*** Opening Information provided ***

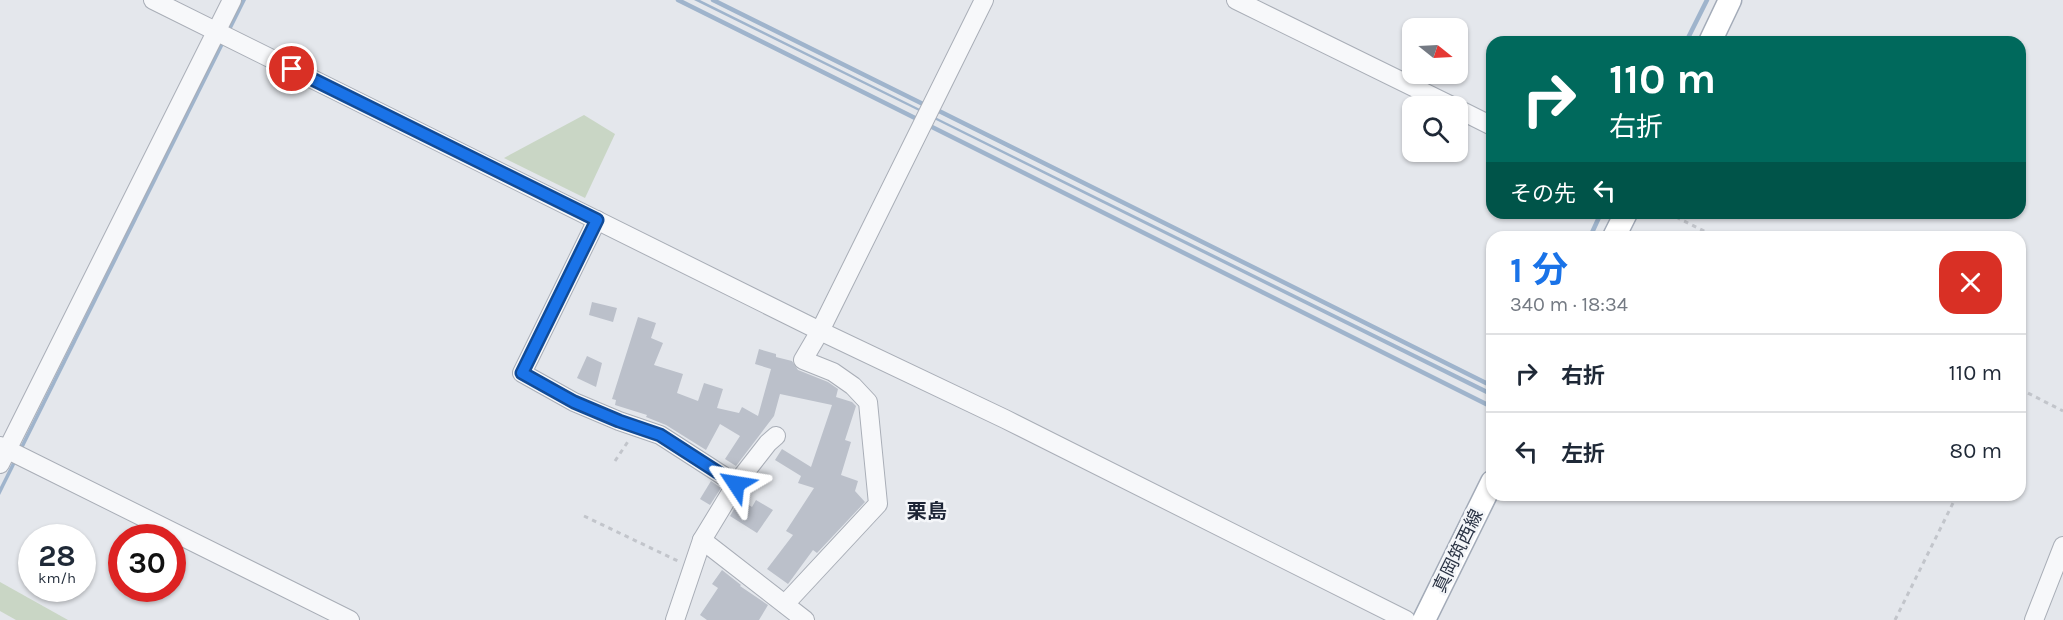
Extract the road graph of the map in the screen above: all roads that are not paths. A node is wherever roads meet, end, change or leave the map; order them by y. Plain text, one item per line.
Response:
1 (153, 0) edge
2 (232, 0) edge
3 (984, 0) edge
4 (1236, 0) edge
5 (1730, 0) edge
6 (223, 35) junction
7 (1713, 36) edge
8 (1432, 96) edge
9 (1468, 115) edge
10 (1486, 123) edge
11 (597, 220) junction
12 (820, 331) junction
13 (776, 436) dead end
14 (9, 454) edge
15 (736, 484) junction
16 (1486, 494) edge
17 (702, 540) junction
18 (2063, 546) edge
19 (785, 604) junction
20 (350, 620) edge
21 (675, 620) edge
22 (805, 620) edge
23 (1406, 620) edge
24 (1424, 620) edge
25 (2034, 620) edge

1 - 6 street
2 - 6 street
3 - 12 street
4 - 8 street
5 - 7 main road
6 - 11 street
6 - 14 street
9 - 10 street
11 - 12 street
11 - 15 street
12 - 19 street
12 - 23 street
13 - 15 street
14 - 20 street
15 - 17 street
16 - 24 main road, 真岡筑西線
17 - 19 street
17 - 21 street
18 - 25 street
19 - 22 street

*** Closing Information provided ***

Task: Could you copy the lines above exactly and skip the images?

Response to this task:
Extract the road graph of the map in the screen above: all roads that are not paths. A node is wherever roads meet, end, change or leave the map; order them by y. Plain text, one item per line.
Response:
1 (153, 0) edge
2 (232, 0) edge
3 (984, 0) edge
4 (1236, 0) edge
5 (1730, 0) edge
6 (223, 35) junction
7 (1713, 36) edge
8 (1432, 96) edge
9 (1468, 115) edge
10 (1486, 123) edge
11 (597, 220) junction
12 (820, 331) junction
13 (776, 436) dead end
14 (9, 454) edge
15 (736, 484) junction
16 (1486, 494) edge
17 (702, 540) junction
18 (2063, 546) edge
19 (785, 604) junction
20 (350, 620) edge
21 (675, 620) edge
22 (805, 620) edge
23 (1406, 620) edge
24 (1424, 620) edge
25 (2034, 620) edge

1 - 6 street
2 - 6 street
3 - 12 street
4 - 8 street
5 - 7 main road
6 - 11 street
6 - 14 street
9 - 10 street
11 - 12 street
11 - 15 street
12 - 19 street
12 - 23 street
13 - 15 street
14 - 20 street
15 - 17 street
16 - 24 main road, 真岡筑西線
17 - 19 street
17 - 21 street
18 - 25 street
19 - 22 street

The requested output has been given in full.